Бабочка из бабочек прозерпина с черными траурными чешуйками… Адмирал с красными и черными полосками… и сама Анна, эта стендалевская мечтательница эпохи нескончаемых войн… Себастьян каждый день подводил курсор к досье «Анна Комнина, роман» и щелкал «мышкой».
«Я со своей стороны делала все, что можно, и, клянусь всеведущим Богом перед лицом своих еще здравствующих друзей и будущих читателей моего сочинения, что ничем тогда не отличалась от помешанных, целиком отдавшись своему страданию. […] Когда же… я опять коснулась его кисти и поняла, что последние силы покидают Алексея и пульс исчез, я склонила голову, в бессилии и изнеможении устремила свой взор на землю, не произнеся ни слова, закрыла глаза руками и, отступив назад, зарыдала».
[7]
Из всех хроник, повествующих о Первом крестовом походе, только «Алексиада», принадлежащая перу порфирородной принцессы,
[8]
привлекла внимание Себастьяна. Случайность? Влюбленная в своего отца василевса
[9]
Алексея Комнина Анна умело сочетает исполненное грусти любование великим человеком с поистине византийским вкусом к интригам, размышляет о политической власти, по-мужски внимательна к деталям битв, обладает даром к скрупулезному наблюдению за вопросами геополитики, к чему у нее подмешан сарказм, не щадящий ни походов во имя святой идеи — jeez!
[10]
— ни дворцовой жизни.
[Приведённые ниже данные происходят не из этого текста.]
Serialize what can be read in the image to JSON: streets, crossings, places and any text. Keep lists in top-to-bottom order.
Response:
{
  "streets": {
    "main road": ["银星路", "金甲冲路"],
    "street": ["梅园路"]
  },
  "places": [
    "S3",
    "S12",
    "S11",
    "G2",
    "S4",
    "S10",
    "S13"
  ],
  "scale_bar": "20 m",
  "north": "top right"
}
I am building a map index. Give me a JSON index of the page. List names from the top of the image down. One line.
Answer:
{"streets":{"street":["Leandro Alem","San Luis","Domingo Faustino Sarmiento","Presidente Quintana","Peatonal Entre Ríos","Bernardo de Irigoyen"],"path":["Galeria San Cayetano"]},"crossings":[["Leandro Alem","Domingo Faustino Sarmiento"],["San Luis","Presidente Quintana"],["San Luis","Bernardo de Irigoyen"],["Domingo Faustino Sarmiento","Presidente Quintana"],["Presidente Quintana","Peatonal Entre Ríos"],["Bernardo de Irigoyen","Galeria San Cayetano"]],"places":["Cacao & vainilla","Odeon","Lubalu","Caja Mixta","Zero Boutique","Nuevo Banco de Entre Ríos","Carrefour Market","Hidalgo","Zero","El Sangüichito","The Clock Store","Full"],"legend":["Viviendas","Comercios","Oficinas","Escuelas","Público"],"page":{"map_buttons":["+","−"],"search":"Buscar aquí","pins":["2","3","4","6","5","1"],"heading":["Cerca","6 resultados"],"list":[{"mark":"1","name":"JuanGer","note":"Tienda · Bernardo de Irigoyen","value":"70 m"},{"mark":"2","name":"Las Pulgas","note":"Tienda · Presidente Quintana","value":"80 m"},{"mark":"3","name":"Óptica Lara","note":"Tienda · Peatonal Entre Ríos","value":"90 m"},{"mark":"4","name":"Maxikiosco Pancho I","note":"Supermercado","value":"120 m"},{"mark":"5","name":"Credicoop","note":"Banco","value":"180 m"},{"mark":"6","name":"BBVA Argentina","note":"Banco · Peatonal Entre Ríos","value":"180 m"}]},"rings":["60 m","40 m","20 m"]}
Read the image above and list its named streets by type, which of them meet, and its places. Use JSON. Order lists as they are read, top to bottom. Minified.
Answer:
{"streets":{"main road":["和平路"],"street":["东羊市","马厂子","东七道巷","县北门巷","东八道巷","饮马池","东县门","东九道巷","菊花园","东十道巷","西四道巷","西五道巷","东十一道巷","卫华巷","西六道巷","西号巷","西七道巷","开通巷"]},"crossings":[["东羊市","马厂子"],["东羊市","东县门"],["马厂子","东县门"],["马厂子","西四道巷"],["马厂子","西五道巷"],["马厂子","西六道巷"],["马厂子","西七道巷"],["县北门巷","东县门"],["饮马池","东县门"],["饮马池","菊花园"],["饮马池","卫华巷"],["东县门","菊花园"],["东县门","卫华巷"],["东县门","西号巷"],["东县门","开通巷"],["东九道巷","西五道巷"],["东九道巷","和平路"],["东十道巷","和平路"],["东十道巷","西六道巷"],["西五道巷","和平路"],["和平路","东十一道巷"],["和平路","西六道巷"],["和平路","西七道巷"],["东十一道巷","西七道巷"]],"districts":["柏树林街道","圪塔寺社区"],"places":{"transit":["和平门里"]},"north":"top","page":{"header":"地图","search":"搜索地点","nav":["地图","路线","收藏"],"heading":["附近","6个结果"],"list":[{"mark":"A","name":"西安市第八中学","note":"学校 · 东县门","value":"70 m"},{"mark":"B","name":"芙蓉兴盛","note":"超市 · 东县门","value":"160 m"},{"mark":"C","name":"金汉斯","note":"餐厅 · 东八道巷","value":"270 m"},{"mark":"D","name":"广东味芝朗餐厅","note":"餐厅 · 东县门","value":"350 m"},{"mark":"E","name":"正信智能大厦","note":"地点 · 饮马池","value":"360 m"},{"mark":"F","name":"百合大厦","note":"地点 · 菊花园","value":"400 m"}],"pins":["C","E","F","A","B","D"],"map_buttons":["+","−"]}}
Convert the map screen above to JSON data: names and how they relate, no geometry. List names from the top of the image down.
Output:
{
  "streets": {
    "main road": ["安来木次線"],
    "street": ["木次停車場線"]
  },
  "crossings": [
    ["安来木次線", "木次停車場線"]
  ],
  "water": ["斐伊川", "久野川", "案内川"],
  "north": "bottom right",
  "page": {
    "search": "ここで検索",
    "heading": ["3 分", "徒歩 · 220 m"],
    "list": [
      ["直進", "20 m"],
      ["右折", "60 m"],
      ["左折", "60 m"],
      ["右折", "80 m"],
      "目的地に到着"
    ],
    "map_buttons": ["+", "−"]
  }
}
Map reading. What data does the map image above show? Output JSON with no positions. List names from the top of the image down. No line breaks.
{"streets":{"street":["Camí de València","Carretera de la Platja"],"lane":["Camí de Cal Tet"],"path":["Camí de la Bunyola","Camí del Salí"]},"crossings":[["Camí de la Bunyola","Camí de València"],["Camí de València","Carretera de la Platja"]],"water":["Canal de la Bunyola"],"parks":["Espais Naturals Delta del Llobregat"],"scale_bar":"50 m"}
И все это подано в стиле столь же ученом, сколь и увлекательном. Она и впрямь первая интеллектуалка, может, даже первый из современных историков. Во всяком случае, Себастьян в этом уверен.
Многие из его коллег, ученых педантов, предпочитают ей Гийома Тирского,
[11]
выдающегося эрудита, владевшего сирийским, персидским, арабским. Однако этот каноник явно на стороне крестоносцев — в этом Себастьян также уверен. Другие предпочитают Альберта из Экса, хроникера лотарингиев, чьи писания изобилуют деталями, за которыми охотятся современные схолиасты,
[12]
чтобы вычерчивать пути первых крестоносцев, и конечно же, Раймонда Агильского, незаменимого для понимания крестоносцев из числа тулузцев. Или «Деяния франков», живую хронику крестового похода, совершенного нормандцами. Однако все это труды вспомогательного рода, принадлежащие перу, так сказать, архивариусов, гербаристов, энтомологов, личностей малопримечательных, пребывающих в тени власти, тогда как труд Анны Багрянородной — совсем другое дело. Ах, Анна, рожденная в Порфире! История — это она сама, ее слезы, настроения, дворцовые интриги, борьба за власть с братом Иоанном, будущим василевсом, которому предстояло похитить у нее трон при том, что она сама вполне могла на него взойти. Однако в Византии — даже там, после стольких императриц — в те суровые времена, когда войны велись беспрерывно, воссесть на трон женщине было делом нешуточным. То, что она историк, — еще куда ни шло, хотя и это никем не признавалось. Желаете писать — марш в монастырь, и дело с концом. А если учесть еще и ревность матери, соперничество с бабкой Анной Далассиной,
[13]
той самой Анной Великой, вероломным политиком… Крестоносцев, мужчин Анна описывает так, как никто другой не описывал их в ту эпоху: грубые, дикие, смердящие, невежественные, ладные, все как на подбор красавцы, опасные, и все это в превосходной степени — awesome!
[14]
Банда варваров, подвигающая ее создавать свой труд во имя сохранения памяти о великой Порфире, существовавшей в те смутные времена, заставляющая ее уединиться в монастыре, чтобы оплакать своего великого отца, написать «Алексиаду», которая многие века станет будить ревность в историках, и почить, точно неизвестно когда. В глазах Себастьяна свидетельство Анны обладает ценным преимуществом: оно не ограничивается взглядом на мир одних лишь латинян, что побуждает исследователя взвешивать истину, учитывая мнения обоих лагерей, и не уронить звания ученого, точка зрения которого должна быть объективной.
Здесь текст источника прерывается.